● DESCRIPTION OF THE TASK: What the answer must contain is every line of the records, exactly, with no pictures.

● MATERIAL PROVIDED:
+ + + + + + +

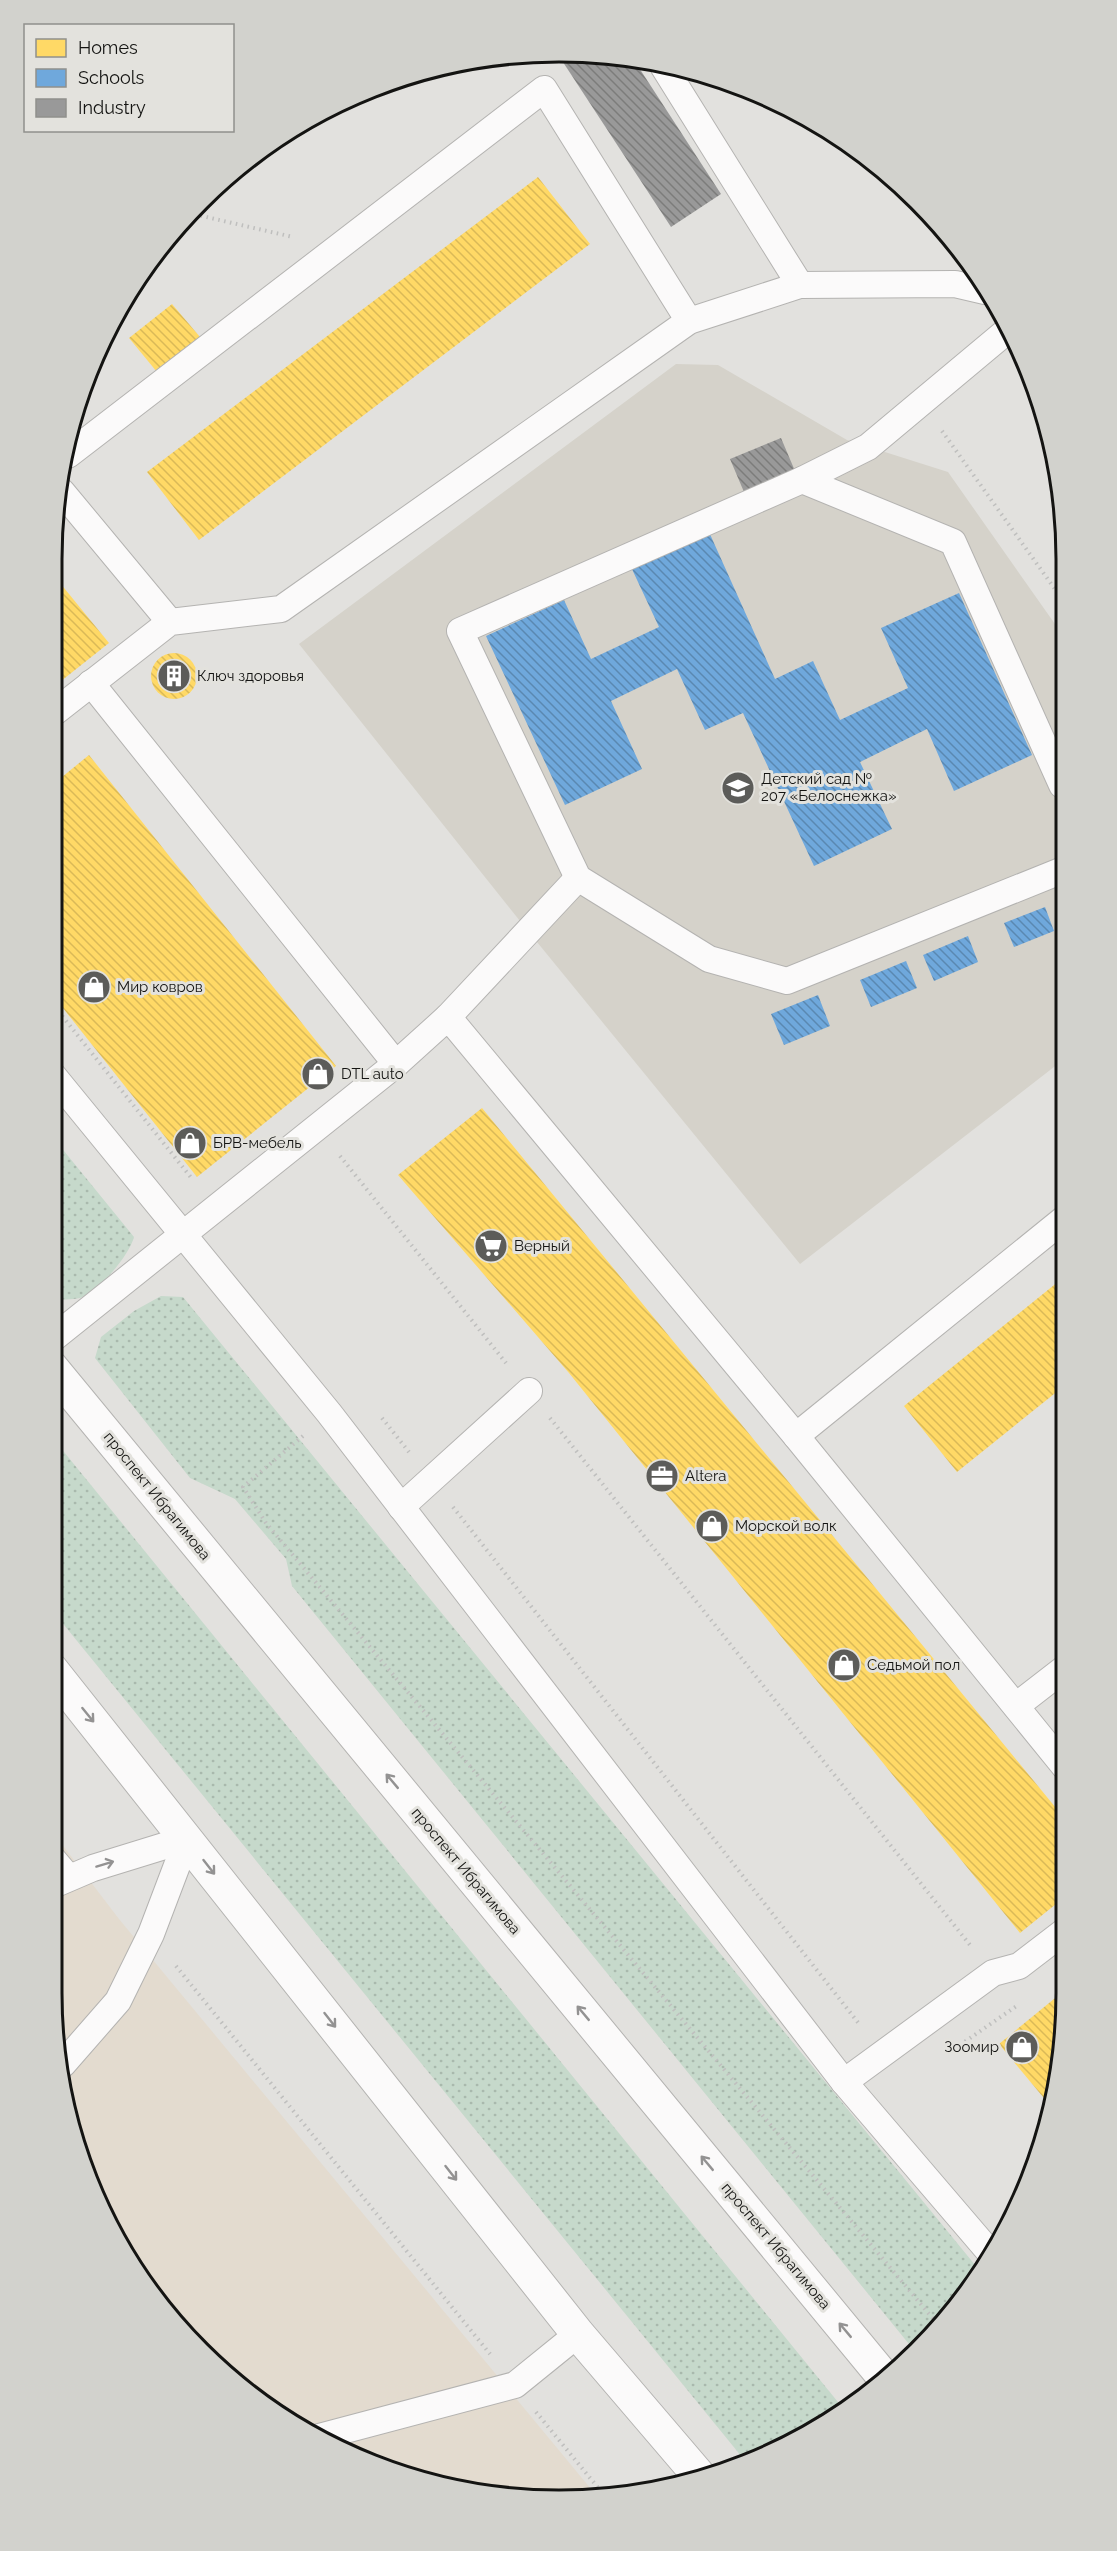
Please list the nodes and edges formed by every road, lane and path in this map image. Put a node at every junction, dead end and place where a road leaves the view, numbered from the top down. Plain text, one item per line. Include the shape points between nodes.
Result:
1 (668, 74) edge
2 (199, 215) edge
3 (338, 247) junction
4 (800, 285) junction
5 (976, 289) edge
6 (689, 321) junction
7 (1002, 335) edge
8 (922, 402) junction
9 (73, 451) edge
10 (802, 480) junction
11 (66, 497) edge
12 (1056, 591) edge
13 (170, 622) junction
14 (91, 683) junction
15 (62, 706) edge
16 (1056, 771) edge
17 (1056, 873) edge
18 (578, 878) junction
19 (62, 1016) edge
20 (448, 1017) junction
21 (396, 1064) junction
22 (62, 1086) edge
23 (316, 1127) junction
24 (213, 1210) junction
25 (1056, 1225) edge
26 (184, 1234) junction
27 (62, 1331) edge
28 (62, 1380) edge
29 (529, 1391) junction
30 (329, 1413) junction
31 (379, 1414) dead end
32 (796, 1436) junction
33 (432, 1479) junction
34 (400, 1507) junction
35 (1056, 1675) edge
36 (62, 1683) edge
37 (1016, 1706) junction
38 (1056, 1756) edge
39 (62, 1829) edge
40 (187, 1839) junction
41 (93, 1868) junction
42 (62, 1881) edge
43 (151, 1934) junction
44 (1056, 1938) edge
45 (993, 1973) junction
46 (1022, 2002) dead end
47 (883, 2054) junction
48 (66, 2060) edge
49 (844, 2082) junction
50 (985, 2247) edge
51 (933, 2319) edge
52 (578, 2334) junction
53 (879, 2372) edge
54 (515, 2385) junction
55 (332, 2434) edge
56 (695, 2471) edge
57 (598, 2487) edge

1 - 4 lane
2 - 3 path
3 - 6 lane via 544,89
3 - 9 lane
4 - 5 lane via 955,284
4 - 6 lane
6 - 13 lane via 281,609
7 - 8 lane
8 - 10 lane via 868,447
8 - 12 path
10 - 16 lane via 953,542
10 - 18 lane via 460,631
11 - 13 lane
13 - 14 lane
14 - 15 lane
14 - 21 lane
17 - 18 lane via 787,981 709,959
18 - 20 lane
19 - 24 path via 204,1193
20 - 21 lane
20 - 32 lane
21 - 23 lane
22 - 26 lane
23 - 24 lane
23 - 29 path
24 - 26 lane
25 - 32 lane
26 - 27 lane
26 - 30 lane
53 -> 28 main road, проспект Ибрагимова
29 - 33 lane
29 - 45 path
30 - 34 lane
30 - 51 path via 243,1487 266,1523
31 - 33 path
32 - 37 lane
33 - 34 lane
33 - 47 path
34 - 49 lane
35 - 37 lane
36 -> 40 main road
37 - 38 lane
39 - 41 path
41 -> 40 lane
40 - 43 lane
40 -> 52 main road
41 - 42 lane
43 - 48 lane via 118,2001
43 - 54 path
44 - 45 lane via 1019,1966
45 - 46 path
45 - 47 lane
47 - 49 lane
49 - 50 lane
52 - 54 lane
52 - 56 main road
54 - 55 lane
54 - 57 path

+ + + + + + +

● RESULT:
Please list the nodes and edges formed by every road, lane and path in this map image. Put a node at every junction, dead end and place where a road leaves the view, numbered from the top down. Plain text, one item per line. Include the shape points between nodes.
Result:
1 (668, 74) edge
2 (199, 215) edge
3 (338, 247) junction
4 (800, 285) junction
5 (976, 289) edge
6 (689, 321) junction
7 (1002, 335) edge
8 (922, 402) junction
9 (73, 451) edge
10 (802, 480) junction
11 (66, 497) edge
12 (1056, 591) edge
13 (170, 622) junction
14 (91, 683) junction
15 (62, 706) edge
16 (1056, 771) edge
17 (1056, 873) edge
18 (578, 878) junction
19 (62, 1016) edge
20 (448, 1017) junction
21 (396, 1064) junction
22 (62, 1086) edge
23 (316, 1127) junction
24 (213, 1210) junction
25 (1056, 1225) edge
26 (184, 1234) junction
27 (62, 1331) edge
28 (62, 1380) edge
29 (529, 1391) junction
30 (329, 1413) junction
31 (379, 1414) dead end
32 (796, 1436) junction
33 (432, 1479) junction
34 (400, 1507) junction
35 (1056, 1675) edge
36 (62, 1683) edge
37 (1016, 1706) junction
38 (1056, 1756) edge
39 (62, 1829) edge
40 (187, 1839) junction
41 (93, 1868) junction
42 (62, 1881) edge
43 (151, 1934) junction
44 (1056, 1938) edge
45 (993, 1973) junction
46 (1022, 2002) dead end
47 (883, 2054) junction
48 (66, 2060) edge
49 (844, 2082) junction
50 (985, 2247) edge
51 (933, 2319) edge
52 (578, 2334) junction
53 (879, 2372) edge
54 (515, 2385) junction
55 (332, 2434) edge
56 (695, 2471) edge
57 (598, 2487) edge

1 - 4 lane
2 - 3 path
3 - 6 lane via 544,89
3 - 9 lane
4 - 5 lane via 955,284
4 - 6 lane
6 - 13 lane via 281,609
7 - 8 lane
8 - 10 lane via 868,447
8 - 12 path
10 - 16 lane via 953,542
10 - 18 lane via 460,631
11 - 13 lane
13 - 14 lane
14 - 15 lane
14 - 21 lane
17 - 18 lane via 787,981 709,959
18 - 20 lane
19 - 24 path via 204,1193
20 - 21 lane
20 - 32 lane
21 - 23 lane
22 - 26 lane
23 - 24 lane
23 - 29 path
24 - 26 lane
25 - 32 lane
26 - 27 lane
26 - 30 lane
53 -> 28 main road, проспект Ибрагимова
29 - 33 lane
29 - 45 path
30 - 34 lane
30 - 51 path via 243,1487 266,1523
31 - 33 path
32 - 37 lane
33 - 34 lane
33 - 47 path
34 - 49 lane
35 - 37 lane
36 -> 40 main road
37 - 38 lane
39 - 41 path
41 -> 40 lane
40 - 43 lane
40 -> 52 main road
41 - 42 lane
43 - 48 lane via 118,2001
43 - 54 path
44 - 45 lane via 1019,1966
45 - 46 path
45 - 47 lane
47 - 49 lane
49 - 50 lane
52 - 54 lane
52 - 56 main road
54 - 55 lane
54 - 57 path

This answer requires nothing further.